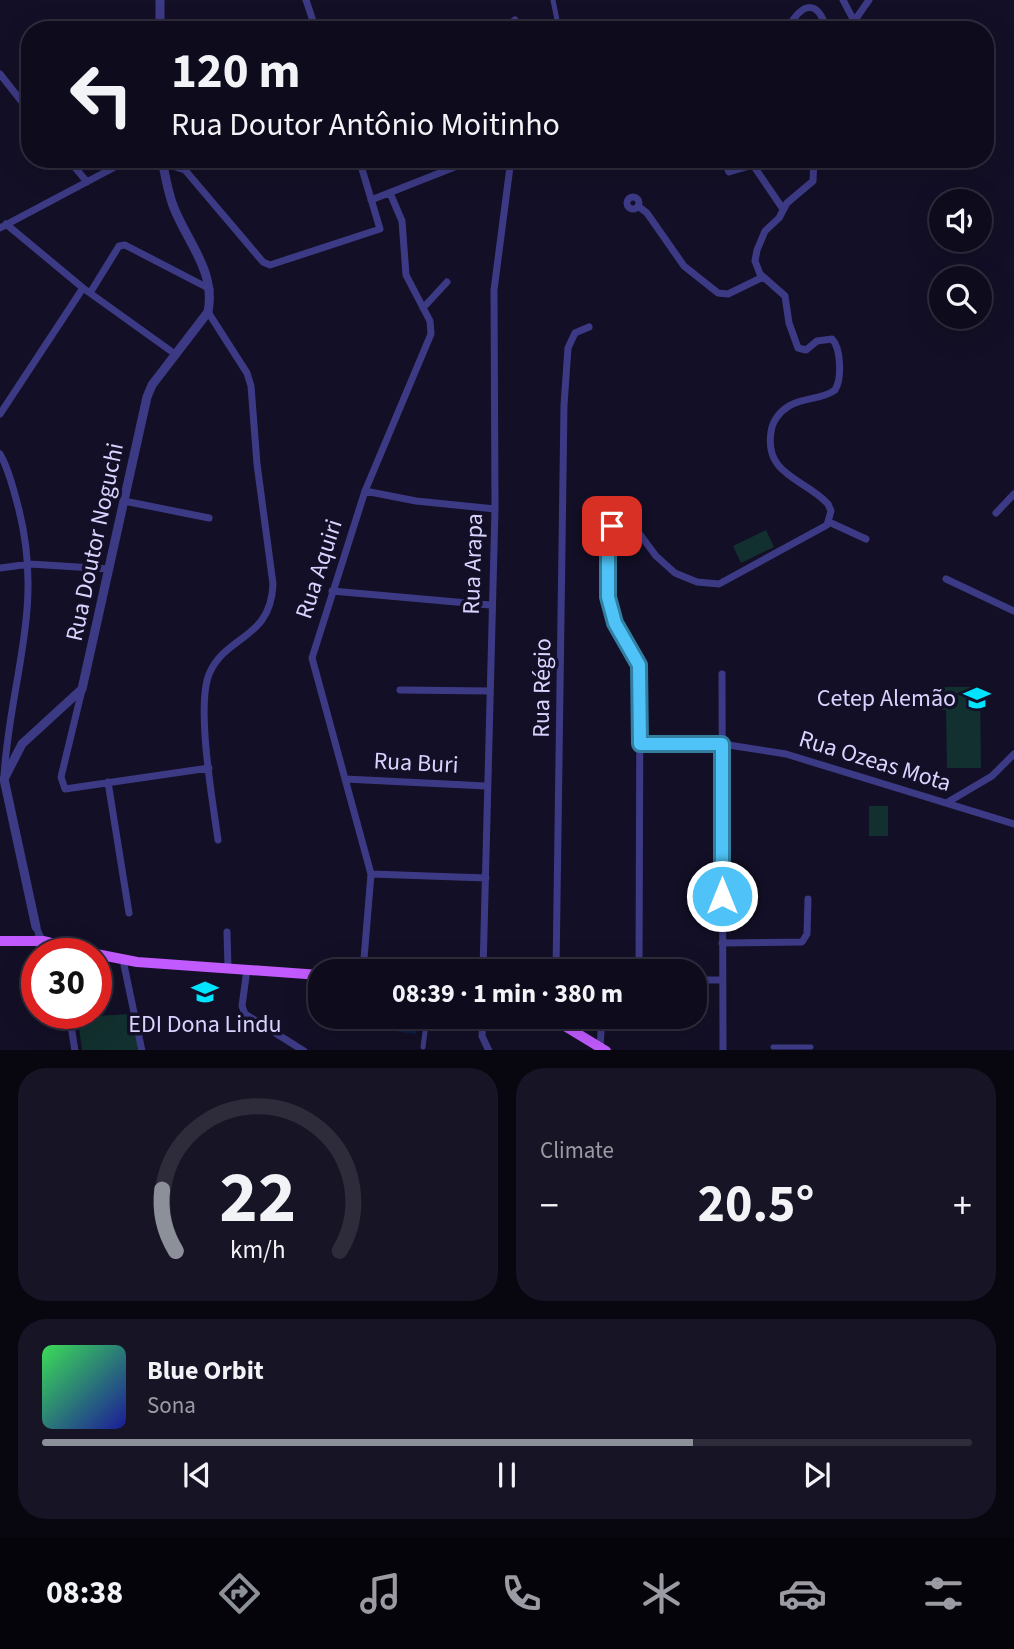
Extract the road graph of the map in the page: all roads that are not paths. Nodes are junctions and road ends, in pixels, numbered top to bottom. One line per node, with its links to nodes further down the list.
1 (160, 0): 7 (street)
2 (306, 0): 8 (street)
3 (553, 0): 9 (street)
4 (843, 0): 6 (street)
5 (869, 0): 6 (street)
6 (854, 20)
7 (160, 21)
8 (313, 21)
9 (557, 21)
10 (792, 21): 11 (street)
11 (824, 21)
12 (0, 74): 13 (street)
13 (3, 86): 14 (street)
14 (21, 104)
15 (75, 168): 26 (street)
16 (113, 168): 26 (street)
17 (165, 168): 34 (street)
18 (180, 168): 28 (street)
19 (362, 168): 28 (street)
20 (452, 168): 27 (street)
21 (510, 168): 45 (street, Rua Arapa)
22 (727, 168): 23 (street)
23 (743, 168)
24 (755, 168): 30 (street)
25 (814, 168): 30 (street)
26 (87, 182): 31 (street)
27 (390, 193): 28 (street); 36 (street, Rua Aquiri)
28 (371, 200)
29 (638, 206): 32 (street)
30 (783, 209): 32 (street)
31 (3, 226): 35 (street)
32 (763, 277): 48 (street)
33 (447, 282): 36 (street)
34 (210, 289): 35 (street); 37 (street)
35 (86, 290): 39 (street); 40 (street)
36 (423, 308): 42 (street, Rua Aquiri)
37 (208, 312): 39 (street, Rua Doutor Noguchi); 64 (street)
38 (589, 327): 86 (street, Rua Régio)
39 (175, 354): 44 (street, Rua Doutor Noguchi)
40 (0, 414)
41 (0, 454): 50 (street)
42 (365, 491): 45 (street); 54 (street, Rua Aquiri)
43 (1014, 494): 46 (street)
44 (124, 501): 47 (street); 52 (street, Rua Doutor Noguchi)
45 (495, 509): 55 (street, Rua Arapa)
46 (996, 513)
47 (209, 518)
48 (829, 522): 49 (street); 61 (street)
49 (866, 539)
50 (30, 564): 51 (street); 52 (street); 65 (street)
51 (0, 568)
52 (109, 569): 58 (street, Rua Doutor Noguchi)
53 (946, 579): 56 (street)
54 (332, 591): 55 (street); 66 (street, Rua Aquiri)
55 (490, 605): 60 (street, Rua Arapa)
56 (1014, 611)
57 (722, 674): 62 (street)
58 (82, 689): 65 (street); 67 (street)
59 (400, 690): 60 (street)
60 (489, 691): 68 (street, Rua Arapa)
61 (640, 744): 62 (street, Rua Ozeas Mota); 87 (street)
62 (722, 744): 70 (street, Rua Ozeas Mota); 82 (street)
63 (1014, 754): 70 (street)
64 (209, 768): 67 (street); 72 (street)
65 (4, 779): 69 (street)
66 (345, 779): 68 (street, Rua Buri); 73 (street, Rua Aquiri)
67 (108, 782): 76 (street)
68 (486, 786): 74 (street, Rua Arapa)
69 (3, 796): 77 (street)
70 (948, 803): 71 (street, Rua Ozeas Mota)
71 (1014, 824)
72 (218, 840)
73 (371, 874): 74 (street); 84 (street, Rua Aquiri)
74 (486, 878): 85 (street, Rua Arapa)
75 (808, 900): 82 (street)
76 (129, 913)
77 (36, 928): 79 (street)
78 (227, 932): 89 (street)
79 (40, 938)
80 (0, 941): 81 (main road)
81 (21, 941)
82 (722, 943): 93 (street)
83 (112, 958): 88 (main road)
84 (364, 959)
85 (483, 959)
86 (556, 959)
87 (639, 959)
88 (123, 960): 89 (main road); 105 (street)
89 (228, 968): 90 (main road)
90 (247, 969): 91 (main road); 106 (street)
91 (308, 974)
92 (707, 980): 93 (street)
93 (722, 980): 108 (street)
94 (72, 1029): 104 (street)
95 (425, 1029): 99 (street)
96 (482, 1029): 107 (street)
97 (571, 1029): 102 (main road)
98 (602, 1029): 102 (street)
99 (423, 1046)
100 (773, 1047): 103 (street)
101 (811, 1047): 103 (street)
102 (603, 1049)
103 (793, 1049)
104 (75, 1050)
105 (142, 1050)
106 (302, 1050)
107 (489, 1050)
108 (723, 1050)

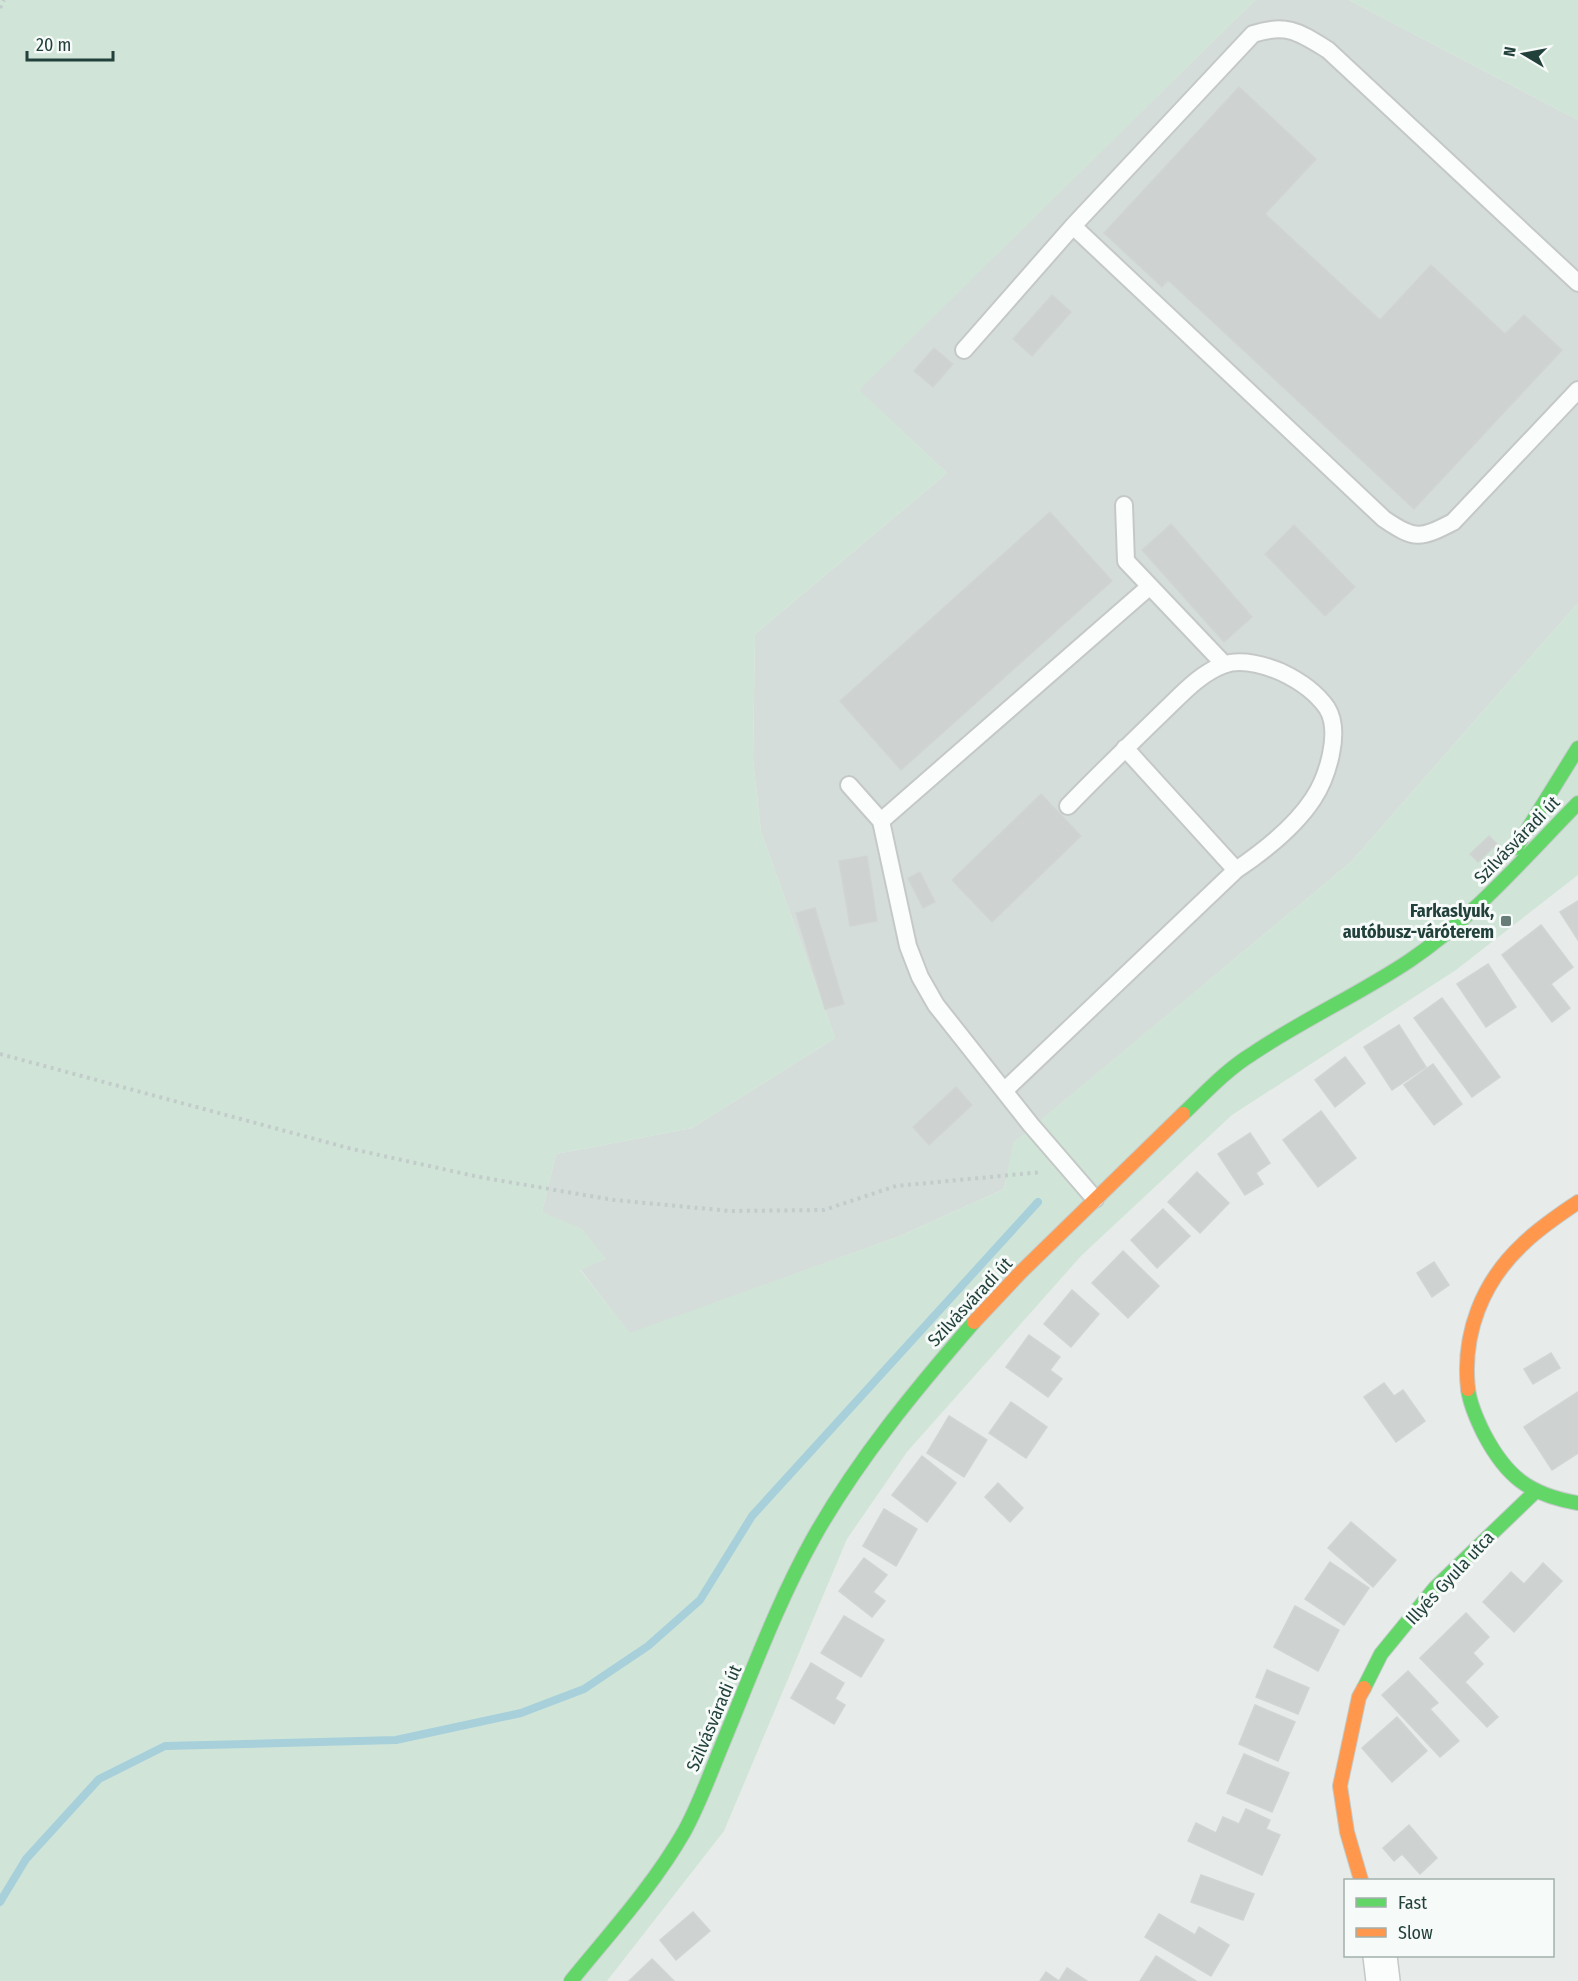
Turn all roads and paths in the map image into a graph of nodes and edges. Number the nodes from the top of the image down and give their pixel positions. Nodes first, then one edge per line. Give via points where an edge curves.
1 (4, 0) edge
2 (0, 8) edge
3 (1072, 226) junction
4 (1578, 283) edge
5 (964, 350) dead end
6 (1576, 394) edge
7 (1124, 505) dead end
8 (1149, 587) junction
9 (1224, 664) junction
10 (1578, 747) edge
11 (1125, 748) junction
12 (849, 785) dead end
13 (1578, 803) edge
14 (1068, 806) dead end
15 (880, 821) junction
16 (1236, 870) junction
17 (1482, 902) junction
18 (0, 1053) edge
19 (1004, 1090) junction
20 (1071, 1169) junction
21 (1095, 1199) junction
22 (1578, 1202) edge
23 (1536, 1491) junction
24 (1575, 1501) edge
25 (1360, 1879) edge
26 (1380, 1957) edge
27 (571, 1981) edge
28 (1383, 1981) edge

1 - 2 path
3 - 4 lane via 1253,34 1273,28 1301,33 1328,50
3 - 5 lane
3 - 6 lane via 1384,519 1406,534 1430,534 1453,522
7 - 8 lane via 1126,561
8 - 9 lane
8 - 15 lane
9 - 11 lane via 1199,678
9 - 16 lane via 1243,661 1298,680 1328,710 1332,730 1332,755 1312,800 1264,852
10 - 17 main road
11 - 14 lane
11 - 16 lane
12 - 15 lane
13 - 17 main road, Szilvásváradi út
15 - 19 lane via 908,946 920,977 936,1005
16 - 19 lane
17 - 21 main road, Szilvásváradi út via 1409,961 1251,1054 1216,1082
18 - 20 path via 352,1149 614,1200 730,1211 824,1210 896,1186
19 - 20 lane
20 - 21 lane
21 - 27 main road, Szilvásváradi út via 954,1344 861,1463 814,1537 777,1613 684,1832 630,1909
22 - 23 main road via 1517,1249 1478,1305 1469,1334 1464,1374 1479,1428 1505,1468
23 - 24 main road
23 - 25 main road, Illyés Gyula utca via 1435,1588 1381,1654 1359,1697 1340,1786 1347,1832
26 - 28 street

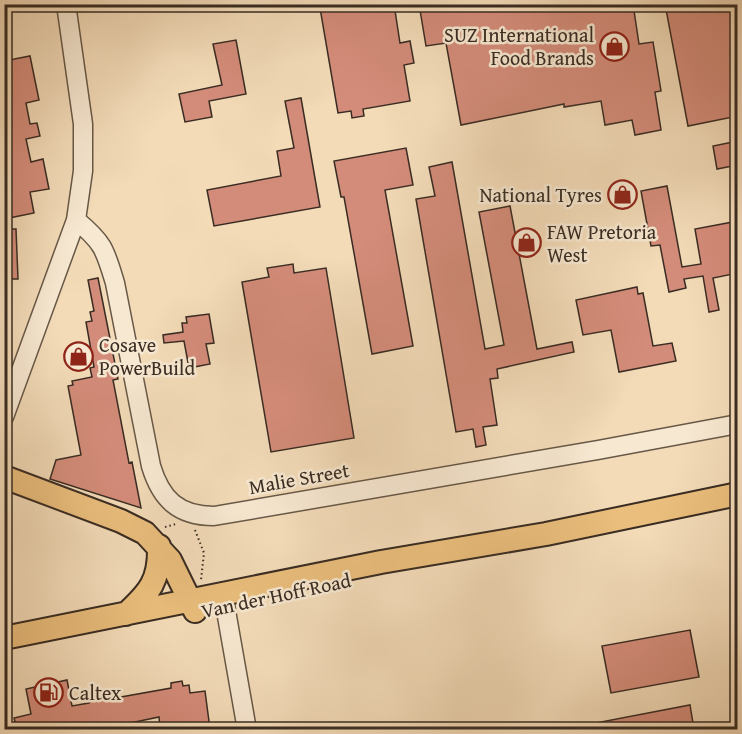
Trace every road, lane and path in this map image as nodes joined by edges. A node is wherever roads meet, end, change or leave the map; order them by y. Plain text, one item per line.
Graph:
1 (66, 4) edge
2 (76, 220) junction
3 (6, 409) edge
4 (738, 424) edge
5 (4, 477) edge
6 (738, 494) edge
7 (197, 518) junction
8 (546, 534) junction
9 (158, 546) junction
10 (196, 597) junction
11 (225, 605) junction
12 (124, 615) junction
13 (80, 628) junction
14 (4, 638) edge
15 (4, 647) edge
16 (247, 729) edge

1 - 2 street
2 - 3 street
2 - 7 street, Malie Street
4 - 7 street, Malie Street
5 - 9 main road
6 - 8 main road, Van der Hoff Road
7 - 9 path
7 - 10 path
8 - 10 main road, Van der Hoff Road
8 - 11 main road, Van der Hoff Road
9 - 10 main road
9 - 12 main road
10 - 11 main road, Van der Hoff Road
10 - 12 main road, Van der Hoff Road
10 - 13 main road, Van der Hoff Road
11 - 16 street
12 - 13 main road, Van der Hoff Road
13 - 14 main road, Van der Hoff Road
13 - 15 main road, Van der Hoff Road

──────────

Your answer should consist of the lines from the material that contain "paths".

## The completed task
Extract the road graph of the map in the page: all roads that are not paths. Nodes are junctions and road ends, in pixels, numbered top to bottom. One line per node, with its links to nodes further down the list.
Turn all roads and paths in the map image into a graph of nodes and edges. Number the nodes from the top of the image down and give their pixel positions. Nodes first, then one edge per line. Give via points where an edge curves.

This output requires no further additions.